Sachi: There are different platforms that exist to solve different problems. There are certain platforms focused on certain industries or there are certain platforms focused on certain use cases — a company doing intelligence. Each one is trying to solve a different problem from a different angle. In my view, given the huge proliferation of data and each industry is looking for relevance, I think there is an opportunity for all the players.
Mario: Who would be the users of Intellizence? Is it more strategy people, business development people, a CIO? Who would be interested in such tools inside an organization?
Sachi: We have broadly two customer segments. One is the functions that are responsible for creating the intelligence from the external sources in an enterprise or corporation. The title might be market intelligence innovation or strategy. Another segment is other technology platforms like a CRM or a customer service management who are interested in getting this intelligence and flow-through as part of their platform — primarily for the attention of their customers, their platform customers. Here our customers would typically be the product management team or the data management team.
Mario: Would you say what you’re building and what you’re trying to deliver is easier to convey now?
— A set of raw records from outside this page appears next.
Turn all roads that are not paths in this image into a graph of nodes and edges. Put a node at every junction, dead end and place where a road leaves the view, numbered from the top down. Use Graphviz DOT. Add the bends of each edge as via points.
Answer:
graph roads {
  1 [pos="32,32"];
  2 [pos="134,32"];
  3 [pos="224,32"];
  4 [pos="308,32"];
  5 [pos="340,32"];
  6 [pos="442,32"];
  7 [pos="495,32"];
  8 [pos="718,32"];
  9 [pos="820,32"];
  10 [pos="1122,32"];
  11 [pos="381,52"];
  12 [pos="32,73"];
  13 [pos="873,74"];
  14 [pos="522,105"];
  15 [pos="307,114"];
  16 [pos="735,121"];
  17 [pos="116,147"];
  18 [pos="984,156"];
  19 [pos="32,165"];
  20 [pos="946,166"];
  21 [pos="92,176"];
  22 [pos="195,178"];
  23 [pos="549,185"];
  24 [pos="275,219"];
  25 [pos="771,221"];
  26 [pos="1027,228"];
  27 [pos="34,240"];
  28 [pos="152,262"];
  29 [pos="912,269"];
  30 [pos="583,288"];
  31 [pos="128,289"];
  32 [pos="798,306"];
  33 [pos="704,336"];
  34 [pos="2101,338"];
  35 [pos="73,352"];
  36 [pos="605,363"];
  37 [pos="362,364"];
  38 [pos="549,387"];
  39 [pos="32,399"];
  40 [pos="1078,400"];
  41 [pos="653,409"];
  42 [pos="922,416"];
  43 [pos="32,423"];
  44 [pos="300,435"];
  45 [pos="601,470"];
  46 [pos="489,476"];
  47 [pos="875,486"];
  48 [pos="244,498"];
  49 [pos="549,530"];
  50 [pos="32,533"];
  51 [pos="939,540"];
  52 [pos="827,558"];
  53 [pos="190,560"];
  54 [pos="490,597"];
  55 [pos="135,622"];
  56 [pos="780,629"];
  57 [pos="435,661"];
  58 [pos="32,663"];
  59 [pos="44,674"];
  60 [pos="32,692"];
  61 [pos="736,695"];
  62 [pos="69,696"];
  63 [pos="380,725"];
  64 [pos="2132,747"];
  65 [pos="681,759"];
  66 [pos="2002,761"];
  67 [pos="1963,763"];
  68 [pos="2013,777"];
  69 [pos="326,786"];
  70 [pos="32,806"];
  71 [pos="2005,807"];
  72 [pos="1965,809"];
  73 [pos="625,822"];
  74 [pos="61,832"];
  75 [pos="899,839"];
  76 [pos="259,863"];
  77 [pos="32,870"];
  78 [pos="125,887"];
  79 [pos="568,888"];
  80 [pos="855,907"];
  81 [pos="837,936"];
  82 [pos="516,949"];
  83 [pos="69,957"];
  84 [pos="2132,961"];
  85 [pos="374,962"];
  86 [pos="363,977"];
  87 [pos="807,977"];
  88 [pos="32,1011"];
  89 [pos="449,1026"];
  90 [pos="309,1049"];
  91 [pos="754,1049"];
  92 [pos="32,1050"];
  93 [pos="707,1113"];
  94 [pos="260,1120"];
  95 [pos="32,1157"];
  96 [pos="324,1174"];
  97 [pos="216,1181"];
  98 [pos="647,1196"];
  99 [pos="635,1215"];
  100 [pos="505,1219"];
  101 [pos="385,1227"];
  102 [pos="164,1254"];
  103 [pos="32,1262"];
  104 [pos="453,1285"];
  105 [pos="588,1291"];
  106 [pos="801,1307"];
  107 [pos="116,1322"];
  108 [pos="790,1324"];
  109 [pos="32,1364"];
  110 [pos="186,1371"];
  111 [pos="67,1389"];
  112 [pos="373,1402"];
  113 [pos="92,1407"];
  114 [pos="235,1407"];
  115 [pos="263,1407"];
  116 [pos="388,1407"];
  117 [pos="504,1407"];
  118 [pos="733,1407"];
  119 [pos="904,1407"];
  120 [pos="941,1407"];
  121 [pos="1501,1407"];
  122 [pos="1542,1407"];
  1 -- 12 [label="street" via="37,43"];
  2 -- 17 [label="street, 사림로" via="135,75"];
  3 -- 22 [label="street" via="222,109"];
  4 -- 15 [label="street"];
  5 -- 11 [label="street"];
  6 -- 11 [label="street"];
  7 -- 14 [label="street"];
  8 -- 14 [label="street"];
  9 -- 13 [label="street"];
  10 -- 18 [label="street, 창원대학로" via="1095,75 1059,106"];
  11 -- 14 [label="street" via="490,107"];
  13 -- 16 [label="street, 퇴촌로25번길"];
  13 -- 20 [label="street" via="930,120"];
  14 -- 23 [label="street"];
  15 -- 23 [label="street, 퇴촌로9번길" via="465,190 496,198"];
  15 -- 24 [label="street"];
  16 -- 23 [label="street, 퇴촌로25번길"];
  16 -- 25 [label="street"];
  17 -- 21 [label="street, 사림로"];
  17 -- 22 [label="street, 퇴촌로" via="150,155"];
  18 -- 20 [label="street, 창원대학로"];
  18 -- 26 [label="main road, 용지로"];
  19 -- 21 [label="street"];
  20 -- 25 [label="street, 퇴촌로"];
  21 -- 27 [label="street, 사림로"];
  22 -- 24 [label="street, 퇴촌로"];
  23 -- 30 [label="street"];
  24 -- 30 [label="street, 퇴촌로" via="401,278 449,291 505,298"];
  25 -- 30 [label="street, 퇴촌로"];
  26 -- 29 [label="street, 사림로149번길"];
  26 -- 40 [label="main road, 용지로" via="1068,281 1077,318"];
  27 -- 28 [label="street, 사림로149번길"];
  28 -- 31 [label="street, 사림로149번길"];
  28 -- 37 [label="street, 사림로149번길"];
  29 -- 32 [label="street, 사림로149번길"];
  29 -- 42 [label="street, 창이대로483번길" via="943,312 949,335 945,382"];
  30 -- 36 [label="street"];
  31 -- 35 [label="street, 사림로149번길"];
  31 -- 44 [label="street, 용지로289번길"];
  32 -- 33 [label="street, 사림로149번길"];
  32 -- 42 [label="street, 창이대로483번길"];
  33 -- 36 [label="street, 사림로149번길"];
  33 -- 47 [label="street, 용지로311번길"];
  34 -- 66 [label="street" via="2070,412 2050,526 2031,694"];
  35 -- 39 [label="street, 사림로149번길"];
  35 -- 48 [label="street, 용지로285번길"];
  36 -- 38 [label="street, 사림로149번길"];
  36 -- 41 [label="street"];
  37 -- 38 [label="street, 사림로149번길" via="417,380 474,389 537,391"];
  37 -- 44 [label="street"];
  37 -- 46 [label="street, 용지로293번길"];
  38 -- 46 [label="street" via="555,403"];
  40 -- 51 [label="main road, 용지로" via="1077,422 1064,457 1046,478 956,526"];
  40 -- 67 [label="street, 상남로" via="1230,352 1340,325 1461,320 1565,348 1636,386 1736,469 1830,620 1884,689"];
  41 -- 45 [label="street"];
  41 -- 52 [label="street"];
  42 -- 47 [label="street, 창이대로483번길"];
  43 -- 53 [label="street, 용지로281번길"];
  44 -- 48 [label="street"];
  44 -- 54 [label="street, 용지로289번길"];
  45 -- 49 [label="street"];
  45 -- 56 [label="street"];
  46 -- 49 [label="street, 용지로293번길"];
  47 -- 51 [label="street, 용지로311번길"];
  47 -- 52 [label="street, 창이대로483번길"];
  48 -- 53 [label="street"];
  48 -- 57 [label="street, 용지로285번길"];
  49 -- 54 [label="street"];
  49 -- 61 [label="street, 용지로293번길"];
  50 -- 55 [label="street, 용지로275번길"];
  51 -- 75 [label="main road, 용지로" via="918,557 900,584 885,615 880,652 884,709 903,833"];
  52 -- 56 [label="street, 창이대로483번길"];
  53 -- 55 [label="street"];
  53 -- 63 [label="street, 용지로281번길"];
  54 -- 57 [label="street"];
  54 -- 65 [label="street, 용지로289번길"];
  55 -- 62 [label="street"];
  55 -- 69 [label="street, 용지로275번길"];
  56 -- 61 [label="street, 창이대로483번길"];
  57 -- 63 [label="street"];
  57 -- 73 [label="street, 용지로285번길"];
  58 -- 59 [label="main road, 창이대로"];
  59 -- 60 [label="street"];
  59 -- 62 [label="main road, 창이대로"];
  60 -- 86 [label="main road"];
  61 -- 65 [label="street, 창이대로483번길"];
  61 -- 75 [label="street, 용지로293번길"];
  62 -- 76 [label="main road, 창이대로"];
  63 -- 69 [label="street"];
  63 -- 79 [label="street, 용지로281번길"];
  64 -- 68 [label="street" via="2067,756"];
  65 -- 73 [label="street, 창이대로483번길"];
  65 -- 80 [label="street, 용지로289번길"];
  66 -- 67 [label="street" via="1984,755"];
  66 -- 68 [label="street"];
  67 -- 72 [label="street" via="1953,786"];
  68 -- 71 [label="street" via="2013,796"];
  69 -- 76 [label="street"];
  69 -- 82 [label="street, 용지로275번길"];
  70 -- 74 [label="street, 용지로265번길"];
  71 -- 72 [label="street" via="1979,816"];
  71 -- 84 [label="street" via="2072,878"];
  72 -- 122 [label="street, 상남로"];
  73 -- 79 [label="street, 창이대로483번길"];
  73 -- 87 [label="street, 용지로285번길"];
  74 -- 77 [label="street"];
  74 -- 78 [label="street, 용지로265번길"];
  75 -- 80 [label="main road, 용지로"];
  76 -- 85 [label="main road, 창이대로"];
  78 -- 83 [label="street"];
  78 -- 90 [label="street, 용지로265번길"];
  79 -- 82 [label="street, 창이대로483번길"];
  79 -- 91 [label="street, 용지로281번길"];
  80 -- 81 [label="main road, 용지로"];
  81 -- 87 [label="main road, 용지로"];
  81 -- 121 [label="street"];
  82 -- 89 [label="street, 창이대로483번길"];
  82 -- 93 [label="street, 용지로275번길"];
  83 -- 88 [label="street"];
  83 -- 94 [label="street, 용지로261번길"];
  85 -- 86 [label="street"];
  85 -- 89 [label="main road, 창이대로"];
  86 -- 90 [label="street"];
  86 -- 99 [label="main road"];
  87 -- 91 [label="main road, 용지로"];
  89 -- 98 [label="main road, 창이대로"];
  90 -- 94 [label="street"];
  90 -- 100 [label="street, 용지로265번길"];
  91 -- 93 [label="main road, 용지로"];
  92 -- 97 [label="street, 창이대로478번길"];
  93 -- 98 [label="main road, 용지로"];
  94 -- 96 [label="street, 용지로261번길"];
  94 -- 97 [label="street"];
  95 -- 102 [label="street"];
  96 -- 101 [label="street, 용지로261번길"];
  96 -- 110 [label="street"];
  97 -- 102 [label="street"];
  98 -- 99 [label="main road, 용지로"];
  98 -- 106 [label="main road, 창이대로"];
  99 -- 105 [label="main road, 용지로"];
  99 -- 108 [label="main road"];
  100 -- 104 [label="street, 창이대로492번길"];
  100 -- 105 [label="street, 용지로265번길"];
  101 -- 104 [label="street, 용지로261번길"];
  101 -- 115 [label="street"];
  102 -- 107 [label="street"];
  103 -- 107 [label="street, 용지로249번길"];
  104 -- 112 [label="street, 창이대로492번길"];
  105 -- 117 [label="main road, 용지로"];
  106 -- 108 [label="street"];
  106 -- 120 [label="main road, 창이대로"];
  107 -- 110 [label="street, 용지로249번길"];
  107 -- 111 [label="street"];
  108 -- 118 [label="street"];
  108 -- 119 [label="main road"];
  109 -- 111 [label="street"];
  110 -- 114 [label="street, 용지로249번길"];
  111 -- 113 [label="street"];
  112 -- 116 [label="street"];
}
Or do you feel that there is still a phase of educating the prospects and customers about the uses and benefits of such a platform?
Sachi: I think there is a level of education, but the customers are starting to understand the power of such platforms. Even now we are working with a very large global customer, where their management has told them, “You have two people, but now go and get some AI platform and process all this data and give me intelligence for this.” So, it has already started happening.
AI and human intelligence working together
Mario: Is this a new market development over the last 12-24 months? Or how do you see that market evolving?
Sachi: Yes, certainly in the early days, our focus was more about outbound — reaching out to customers, talking about it. But in the last 12 months, especially after COVID, we are putting a lot of output and telling our story on the marketing side. There are people sitting with their problems, but they do not know that a product like ours exists. Now in the last 12 months, we have started getting a lot more inbound requests.
Mario: Where do you think this is going? Ultimately, how will AI and human intelligence still coexist in a similar way, or will that change?
Sachi: I think the future would be more of a collaborative or what they call a hybrid intelligence. There is always a place for human intelligence. It cannot take place with AI. But at the same time, AI brings in certain advantages — whether it is in terms of the processing and speed. There is always a coexistence that would happen. I think we are increasingly seeing our customers spend more time on analyzing this data and answering the so-what questions, rather than spending time on doing the data search, which would be taken care of by the AI.
Mario: On that note, the optimistic view that AI and human intelligence will just keep on growing their collaboration and I share your view that we’re heading towards hybrid solutions any which way we slice it. So, I wish you all the best. Thank you for your time and insights today.
Intellizence is an AI-powered business signal intelligence platform that enables its clients to discover information in target companies as well as stay informed about emerging industry trends and regulatory changes.